[Opening EXTRACTED RECORDS section]
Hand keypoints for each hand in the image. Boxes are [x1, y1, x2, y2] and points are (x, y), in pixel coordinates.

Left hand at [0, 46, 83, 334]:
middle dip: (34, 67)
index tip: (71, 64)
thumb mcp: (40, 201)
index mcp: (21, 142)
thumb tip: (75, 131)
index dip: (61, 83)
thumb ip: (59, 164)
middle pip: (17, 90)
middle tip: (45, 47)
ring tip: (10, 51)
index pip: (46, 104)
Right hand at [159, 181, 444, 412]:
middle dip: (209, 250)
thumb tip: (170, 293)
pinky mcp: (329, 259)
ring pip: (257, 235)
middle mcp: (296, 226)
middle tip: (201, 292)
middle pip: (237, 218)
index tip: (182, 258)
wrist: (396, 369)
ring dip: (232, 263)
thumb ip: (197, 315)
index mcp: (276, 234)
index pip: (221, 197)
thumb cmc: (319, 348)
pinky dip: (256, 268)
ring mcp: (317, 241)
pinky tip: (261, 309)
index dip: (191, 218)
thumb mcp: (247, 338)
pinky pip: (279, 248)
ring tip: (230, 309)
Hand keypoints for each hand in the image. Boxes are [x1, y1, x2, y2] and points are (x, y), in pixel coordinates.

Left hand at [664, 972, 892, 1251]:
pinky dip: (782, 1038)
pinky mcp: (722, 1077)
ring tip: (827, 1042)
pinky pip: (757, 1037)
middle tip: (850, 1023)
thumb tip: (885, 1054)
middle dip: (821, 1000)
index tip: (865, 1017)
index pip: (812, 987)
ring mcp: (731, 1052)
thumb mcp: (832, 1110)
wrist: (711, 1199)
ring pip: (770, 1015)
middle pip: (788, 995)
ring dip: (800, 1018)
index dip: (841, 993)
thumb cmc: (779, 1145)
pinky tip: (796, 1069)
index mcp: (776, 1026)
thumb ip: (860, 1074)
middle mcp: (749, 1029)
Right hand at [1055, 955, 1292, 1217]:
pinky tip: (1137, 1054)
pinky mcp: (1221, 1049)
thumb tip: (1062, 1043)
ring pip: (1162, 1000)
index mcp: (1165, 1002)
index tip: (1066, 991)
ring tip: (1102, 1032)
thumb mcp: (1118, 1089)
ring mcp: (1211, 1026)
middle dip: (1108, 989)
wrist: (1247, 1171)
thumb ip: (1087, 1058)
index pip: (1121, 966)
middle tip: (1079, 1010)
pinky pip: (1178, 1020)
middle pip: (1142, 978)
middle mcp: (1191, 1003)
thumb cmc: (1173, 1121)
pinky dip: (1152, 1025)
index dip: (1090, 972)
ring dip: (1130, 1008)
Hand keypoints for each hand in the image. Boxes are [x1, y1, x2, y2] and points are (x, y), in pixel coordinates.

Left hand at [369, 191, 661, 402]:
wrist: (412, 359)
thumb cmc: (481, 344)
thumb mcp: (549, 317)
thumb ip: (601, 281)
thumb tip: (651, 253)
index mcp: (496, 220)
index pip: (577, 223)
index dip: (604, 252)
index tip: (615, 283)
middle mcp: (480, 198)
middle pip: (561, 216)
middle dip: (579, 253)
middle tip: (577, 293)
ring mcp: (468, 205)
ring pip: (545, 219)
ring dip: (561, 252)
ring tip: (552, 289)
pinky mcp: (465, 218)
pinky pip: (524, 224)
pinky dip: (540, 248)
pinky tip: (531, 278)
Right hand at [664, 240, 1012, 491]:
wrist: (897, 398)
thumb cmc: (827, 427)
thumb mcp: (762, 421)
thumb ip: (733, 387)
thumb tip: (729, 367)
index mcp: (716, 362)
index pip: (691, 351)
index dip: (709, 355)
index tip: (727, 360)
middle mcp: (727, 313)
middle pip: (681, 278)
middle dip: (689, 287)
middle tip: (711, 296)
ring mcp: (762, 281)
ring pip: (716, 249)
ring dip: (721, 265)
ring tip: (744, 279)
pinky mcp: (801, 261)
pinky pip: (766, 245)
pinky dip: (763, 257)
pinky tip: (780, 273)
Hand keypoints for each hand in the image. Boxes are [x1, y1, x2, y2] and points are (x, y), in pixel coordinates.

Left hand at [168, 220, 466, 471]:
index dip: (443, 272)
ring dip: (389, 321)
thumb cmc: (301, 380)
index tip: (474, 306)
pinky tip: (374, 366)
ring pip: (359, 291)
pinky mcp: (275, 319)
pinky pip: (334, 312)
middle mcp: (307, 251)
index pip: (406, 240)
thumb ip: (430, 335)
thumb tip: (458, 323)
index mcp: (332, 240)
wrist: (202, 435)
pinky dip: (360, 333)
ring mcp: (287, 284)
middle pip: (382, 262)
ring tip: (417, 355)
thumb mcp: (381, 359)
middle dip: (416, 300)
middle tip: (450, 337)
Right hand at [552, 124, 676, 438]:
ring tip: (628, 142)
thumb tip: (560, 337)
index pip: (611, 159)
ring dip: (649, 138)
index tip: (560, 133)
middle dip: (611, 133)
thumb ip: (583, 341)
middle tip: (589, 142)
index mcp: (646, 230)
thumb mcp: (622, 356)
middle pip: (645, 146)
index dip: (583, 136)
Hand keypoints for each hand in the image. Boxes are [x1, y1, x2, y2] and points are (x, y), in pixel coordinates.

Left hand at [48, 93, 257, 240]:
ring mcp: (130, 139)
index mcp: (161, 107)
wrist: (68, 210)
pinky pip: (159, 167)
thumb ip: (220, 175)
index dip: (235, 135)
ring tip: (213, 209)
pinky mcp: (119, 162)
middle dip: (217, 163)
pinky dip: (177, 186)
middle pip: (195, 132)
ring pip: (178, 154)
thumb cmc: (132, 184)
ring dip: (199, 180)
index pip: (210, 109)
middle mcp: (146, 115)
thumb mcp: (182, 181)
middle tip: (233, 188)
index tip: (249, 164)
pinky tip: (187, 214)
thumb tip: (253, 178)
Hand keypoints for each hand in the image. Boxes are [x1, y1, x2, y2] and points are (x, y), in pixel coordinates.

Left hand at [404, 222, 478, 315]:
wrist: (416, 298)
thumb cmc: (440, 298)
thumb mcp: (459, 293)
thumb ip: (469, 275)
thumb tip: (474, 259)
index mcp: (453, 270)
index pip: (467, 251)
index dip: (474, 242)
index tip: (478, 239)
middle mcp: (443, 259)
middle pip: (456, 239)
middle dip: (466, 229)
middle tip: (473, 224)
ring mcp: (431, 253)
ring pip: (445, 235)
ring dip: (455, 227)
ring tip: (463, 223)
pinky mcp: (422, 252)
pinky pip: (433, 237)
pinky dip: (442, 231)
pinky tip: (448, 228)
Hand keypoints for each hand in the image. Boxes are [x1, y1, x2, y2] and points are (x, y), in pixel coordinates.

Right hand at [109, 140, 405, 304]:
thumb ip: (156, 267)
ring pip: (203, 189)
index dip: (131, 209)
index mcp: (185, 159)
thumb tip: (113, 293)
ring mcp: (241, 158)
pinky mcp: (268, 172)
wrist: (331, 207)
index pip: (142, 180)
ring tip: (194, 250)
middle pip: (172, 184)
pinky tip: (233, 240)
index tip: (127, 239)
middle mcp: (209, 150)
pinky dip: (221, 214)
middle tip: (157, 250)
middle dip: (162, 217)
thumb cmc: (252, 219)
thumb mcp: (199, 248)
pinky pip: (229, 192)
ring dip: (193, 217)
[Closing EXTRACTED RECORDS section]
**WHAT NEEDS TO BE DONE**
Lines containing the word "wrist": copy every one of them from the records above.

**PROBLEM SOLUTION**
wrist: (396, 369)
wrist: (711, 1199)
wrist: (1247, 1171)
wrist: (412, 359)
wrist: (897, 398)
wrist: (202, 435)
wrist: (68, 210)
wrist: (416, 298)
wrist: (331, 207)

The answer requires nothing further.